Daher ist ein wahrscheinliches Szenario ein Mischmodell: Die Verlage werden Print und Digital kombinieren. Möglich ist, dass Reiseführer zunehmend in modulare Formate übergehen – etwa als Grundbuch plus personalisierbare digitale Updates. Auch neue Technologien könnten Einzug halten: denkbar sind Augmented-Reality-Stadtführer per Smartphone-Kamera oder personalisierte Empfehlungen durch KI, gespeist aus den Daten der Verlagsarchive. Reiseführer der Zukunft könnten zudem noch stärker auf bestimmte Interessen zugeschnitten sein (etwa Nachhaltigkeit: „grüne Reiseführer“ mit Fokus auf umweltverträgliches Reisen, oder spezifische Zielgruppen wie Senioren, die andere Bedürfnisse haben).

Weil die Druckauflagen von Reiseführern in den letzten Jahren deutlich gesunken sind – von teils 50.000 Exemplaren früher (vor 2000) auf heute ca. 3.000 bis maximal 10.000, setzen Verlage zunehmend auf flexible Modelle mit kleineren Erstauflagen. Ergänzt werden diese immer mehr durch Print-on-Demand für Nischentitel oder Backlist-Bücher, um Lagerkosten und Veralterung zu vermeiden. Die Zukunft liegt in hybriden Produktionsstrategien, die wirtschaftliches Risiko minimieren und digitale rasch zu Ergänzungen integrieren.

Eines zeigt die Geschichte deutlich: Solange Menschen reisen, wollen sie Informationen darüber – der Wissensdurst des Reisenden bleibt bestehen. Die Form dieses Wissens mag sich wandeln, doch der Kernauftrag des Reiseführers – Orientierung, Inspiration und Bildung zu liefern – wird bleiben. Insofern haben die roten Baedeker von einst und die Reise-Apps von morgen mehr gemein, als es scheint. Beide sind Ausdruck derselben Neugier auf die Welt. Und so wird die Gattung Reiseführer vermutlich weiterleben, indem sie sich immer neu erfindet – vom bedruckten Papier bis zum digitalen Guide, der vielleicht eines Tages im smarteren Gewand wieder so unersetzlich wird, wie es ein Baedeker im Jahre 1870 war.

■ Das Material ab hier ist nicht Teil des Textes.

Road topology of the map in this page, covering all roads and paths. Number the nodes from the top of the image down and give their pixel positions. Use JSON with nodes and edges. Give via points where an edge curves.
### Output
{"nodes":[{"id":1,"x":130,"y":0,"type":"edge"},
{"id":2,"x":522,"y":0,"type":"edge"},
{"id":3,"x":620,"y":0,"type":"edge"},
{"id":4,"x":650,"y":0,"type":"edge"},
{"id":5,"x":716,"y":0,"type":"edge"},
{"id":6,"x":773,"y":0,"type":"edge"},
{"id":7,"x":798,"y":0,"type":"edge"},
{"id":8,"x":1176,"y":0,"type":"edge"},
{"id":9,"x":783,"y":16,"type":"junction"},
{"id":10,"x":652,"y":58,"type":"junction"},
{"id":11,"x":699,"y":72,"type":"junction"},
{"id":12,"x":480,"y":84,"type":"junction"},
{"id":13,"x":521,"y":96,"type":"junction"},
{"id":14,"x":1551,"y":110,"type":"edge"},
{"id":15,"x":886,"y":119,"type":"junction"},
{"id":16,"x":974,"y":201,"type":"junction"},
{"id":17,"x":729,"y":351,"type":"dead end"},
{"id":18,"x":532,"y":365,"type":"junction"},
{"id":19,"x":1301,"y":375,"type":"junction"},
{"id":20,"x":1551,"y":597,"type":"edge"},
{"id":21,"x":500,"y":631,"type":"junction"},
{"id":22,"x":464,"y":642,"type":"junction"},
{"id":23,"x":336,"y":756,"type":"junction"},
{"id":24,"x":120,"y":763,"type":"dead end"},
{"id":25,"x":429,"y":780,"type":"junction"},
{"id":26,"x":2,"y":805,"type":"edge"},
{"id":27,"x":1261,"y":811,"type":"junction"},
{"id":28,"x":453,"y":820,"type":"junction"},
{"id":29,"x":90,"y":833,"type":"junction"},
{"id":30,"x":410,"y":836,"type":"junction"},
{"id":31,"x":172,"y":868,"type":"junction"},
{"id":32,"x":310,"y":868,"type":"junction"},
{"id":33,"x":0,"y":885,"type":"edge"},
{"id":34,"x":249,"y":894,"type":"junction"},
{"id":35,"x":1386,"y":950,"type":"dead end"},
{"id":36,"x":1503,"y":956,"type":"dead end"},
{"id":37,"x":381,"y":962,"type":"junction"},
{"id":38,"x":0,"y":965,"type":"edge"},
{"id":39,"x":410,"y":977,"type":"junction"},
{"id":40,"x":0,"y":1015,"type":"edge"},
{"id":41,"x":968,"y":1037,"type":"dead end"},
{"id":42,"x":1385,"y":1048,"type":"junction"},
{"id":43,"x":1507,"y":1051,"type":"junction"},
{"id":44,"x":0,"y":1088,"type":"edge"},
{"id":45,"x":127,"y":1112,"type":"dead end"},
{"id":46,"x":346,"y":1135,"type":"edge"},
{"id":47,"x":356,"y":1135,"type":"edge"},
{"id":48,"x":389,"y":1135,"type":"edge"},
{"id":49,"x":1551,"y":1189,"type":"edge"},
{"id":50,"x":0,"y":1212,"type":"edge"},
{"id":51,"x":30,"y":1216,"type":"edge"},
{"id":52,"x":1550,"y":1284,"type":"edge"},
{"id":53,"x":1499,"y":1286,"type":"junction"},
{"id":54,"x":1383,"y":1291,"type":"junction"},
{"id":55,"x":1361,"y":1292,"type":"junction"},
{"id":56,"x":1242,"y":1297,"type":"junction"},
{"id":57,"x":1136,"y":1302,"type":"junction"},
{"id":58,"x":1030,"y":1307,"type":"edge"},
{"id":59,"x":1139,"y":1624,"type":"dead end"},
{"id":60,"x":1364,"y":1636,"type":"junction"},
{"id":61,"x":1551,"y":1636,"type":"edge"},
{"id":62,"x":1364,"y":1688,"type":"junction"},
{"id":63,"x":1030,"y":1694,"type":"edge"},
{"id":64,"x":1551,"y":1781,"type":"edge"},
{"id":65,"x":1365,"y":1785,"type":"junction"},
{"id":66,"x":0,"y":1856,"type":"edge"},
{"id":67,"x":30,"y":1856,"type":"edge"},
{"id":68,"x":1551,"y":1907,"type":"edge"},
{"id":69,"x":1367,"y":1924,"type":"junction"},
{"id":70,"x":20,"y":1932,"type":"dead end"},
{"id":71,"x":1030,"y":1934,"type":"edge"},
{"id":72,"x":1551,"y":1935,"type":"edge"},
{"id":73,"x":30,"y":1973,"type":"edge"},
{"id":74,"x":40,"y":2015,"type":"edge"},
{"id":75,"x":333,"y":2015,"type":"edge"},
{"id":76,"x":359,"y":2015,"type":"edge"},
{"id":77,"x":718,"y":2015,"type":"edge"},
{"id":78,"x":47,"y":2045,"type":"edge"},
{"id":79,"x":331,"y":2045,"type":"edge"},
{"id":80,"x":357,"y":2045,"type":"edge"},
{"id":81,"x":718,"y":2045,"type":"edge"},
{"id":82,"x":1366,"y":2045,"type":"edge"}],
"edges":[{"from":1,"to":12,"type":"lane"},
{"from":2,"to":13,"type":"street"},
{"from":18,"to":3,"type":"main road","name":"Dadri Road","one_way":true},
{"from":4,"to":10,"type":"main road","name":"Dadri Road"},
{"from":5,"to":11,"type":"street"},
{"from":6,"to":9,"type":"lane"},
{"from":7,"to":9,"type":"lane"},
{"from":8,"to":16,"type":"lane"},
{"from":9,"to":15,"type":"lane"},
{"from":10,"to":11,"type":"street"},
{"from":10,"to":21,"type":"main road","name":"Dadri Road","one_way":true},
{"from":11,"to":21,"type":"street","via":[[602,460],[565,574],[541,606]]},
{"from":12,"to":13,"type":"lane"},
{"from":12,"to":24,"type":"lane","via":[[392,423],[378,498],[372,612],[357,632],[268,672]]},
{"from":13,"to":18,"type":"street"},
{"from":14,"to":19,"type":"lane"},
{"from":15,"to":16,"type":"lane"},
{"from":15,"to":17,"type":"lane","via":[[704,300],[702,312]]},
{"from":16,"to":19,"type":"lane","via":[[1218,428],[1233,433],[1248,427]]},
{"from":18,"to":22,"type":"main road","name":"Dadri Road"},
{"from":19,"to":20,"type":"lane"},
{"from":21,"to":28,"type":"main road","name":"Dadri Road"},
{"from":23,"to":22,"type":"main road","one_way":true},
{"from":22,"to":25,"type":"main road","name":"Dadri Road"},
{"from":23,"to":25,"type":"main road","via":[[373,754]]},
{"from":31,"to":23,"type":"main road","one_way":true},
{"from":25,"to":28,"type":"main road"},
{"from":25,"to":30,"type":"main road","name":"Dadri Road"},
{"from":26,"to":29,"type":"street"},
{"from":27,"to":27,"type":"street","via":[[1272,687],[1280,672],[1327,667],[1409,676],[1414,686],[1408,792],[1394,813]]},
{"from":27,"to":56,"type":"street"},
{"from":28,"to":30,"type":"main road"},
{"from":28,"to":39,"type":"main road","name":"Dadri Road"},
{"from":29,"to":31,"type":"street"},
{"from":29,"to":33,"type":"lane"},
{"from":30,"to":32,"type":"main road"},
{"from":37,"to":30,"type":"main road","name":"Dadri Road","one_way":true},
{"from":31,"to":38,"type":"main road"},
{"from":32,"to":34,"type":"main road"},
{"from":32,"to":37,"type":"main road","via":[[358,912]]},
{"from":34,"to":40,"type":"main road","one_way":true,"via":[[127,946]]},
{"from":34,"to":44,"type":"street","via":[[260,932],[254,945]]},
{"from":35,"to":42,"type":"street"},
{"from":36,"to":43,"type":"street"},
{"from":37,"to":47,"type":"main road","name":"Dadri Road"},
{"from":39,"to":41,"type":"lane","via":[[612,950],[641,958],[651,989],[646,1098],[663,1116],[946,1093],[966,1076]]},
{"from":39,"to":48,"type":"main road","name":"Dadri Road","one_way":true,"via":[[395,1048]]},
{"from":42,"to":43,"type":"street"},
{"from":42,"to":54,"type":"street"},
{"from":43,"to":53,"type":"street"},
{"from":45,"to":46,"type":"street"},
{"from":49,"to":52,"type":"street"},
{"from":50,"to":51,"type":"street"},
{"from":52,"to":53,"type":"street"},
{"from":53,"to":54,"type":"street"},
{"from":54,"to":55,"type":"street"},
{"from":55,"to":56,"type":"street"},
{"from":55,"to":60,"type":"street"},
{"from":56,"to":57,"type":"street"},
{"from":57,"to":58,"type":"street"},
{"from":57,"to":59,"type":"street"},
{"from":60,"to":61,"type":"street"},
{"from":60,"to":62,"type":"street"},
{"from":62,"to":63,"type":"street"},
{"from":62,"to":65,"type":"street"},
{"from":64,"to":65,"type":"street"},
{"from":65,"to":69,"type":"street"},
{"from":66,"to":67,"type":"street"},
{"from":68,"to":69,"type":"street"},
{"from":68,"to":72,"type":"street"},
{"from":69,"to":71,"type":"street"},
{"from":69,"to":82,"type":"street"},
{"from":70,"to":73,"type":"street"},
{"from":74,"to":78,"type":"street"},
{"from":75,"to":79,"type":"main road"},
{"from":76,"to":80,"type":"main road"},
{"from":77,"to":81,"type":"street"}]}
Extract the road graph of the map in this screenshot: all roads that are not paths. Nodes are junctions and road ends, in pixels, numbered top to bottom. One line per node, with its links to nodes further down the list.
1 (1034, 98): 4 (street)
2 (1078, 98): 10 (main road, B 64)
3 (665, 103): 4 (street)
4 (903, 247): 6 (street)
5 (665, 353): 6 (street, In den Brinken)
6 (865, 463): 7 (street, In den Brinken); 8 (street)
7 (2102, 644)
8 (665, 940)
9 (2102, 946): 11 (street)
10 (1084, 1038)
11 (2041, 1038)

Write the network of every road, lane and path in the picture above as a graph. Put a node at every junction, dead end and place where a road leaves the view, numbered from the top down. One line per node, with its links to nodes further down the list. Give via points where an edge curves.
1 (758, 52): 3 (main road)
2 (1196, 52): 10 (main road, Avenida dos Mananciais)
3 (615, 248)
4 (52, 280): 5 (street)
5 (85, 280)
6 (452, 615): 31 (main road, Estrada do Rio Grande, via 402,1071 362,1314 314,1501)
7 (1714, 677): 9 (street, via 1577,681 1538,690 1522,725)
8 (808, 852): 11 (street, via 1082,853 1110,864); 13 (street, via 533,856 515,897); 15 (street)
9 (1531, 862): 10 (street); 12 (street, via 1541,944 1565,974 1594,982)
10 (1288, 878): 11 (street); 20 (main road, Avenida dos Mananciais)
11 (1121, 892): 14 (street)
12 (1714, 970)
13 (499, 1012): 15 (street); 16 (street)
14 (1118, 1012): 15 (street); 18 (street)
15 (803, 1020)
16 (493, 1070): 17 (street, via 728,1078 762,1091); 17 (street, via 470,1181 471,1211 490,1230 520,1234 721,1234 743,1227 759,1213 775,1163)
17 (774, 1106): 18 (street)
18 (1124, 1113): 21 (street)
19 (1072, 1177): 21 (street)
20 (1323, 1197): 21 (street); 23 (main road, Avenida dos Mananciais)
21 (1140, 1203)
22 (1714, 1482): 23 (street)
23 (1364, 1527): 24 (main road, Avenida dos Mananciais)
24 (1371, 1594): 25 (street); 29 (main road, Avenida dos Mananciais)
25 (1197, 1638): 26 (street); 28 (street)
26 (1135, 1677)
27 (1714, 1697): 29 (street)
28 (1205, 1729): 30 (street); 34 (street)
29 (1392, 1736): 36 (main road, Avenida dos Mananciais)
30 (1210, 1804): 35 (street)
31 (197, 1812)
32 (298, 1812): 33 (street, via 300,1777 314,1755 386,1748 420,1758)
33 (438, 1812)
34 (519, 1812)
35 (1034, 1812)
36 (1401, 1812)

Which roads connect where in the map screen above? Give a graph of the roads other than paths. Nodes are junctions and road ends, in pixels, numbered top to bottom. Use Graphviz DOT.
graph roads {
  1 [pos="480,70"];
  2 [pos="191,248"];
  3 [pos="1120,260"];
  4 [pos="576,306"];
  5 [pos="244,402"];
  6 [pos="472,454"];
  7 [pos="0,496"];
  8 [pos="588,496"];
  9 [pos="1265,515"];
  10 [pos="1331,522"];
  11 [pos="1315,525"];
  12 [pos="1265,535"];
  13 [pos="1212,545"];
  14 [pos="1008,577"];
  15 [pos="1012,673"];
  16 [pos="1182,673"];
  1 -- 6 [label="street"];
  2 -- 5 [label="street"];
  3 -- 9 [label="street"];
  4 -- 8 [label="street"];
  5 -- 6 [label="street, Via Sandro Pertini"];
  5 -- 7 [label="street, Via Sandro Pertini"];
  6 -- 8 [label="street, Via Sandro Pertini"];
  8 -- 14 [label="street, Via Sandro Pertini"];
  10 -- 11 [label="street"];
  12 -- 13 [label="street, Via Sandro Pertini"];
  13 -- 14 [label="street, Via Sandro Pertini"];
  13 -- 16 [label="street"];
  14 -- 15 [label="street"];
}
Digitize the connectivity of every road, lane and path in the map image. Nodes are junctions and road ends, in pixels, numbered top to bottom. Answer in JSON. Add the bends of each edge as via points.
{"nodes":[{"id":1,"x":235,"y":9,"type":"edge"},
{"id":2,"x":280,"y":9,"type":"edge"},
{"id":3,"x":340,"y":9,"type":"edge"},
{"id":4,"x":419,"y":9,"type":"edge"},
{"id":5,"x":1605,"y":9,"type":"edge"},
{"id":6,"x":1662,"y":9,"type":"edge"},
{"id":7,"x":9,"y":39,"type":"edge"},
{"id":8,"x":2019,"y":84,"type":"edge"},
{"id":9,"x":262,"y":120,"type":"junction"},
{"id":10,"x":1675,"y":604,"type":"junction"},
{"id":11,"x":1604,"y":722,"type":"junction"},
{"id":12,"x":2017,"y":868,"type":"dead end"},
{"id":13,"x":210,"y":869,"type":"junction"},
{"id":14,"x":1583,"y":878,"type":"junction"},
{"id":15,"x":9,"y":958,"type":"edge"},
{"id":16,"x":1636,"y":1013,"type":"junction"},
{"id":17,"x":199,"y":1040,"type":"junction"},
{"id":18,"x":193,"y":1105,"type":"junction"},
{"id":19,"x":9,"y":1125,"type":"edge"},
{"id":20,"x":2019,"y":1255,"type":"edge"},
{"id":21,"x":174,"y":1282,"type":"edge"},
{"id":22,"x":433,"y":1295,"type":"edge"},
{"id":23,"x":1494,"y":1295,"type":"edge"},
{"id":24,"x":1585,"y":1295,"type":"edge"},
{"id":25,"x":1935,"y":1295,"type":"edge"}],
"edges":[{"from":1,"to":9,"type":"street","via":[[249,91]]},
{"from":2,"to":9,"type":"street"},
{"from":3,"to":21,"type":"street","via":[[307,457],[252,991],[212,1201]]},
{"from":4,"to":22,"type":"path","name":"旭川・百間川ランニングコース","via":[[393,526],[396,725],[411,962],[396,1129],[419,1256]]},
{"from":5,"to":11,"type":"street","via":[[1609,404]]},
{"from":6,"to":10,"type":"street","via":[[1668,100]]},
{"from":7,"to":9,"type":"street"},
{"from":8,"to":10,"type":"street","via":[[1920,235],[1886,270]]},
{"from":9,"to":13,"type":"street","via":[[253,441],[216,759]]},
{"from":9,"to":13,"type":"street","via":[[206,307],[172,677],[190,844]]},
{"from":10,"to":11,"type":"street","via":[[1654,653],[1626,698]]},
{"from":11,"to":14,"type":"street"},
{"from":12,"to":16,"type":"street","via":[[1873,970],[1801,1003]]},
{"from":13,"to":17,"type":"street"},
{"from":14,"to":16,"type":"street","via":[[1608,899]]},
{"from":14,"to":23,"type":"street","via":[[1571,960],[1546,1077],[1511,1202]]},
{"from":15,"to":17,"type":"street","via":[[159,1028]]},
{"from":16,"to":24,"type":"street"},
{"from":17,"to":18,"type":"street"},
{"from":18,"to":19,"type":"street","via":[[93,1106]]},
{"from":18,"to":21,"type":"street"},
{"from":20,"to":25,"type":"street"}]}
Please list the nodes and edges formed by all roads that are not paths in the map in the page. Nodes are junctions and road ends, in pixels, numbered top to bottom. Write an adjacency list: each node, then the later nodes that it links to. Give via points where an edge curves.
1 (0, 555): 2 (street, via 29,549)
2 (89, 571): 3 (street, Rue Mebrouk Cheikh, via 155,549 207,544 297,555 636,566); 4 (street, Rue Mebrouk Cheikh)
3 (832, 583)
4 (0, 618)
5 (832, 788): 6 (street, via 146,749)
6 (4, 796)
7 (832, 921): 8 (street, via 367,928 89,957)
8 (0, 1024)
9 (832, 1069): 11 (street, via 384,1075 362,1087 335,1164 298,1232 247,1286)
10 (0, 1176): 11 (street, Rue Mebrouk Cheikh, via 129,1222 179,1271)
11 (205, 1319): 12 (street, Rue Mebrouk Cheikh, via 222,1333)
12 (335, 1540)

Abschließend lässt sich festhalten: Die Geschichte der Reiseführer in Deutschland ist eine Geschichte des Wandels und zugleich der Kontinuität – ein Spiegel unserer Reisekultur, die sich von der Kutsche bis zum Flugzeug, vom Postkartenalbum bis zur Instagram-Story verändert hat, ohne ihre Faszination am Entdecken fremder Orte je zu verlieren. Mit diesem Erbe und der Fähigkeit zur Anpassung blicken viele Reiseführer-Verlage zuversichtlich – wenn auch mit realistischer Vorsicht – in die Zukunft.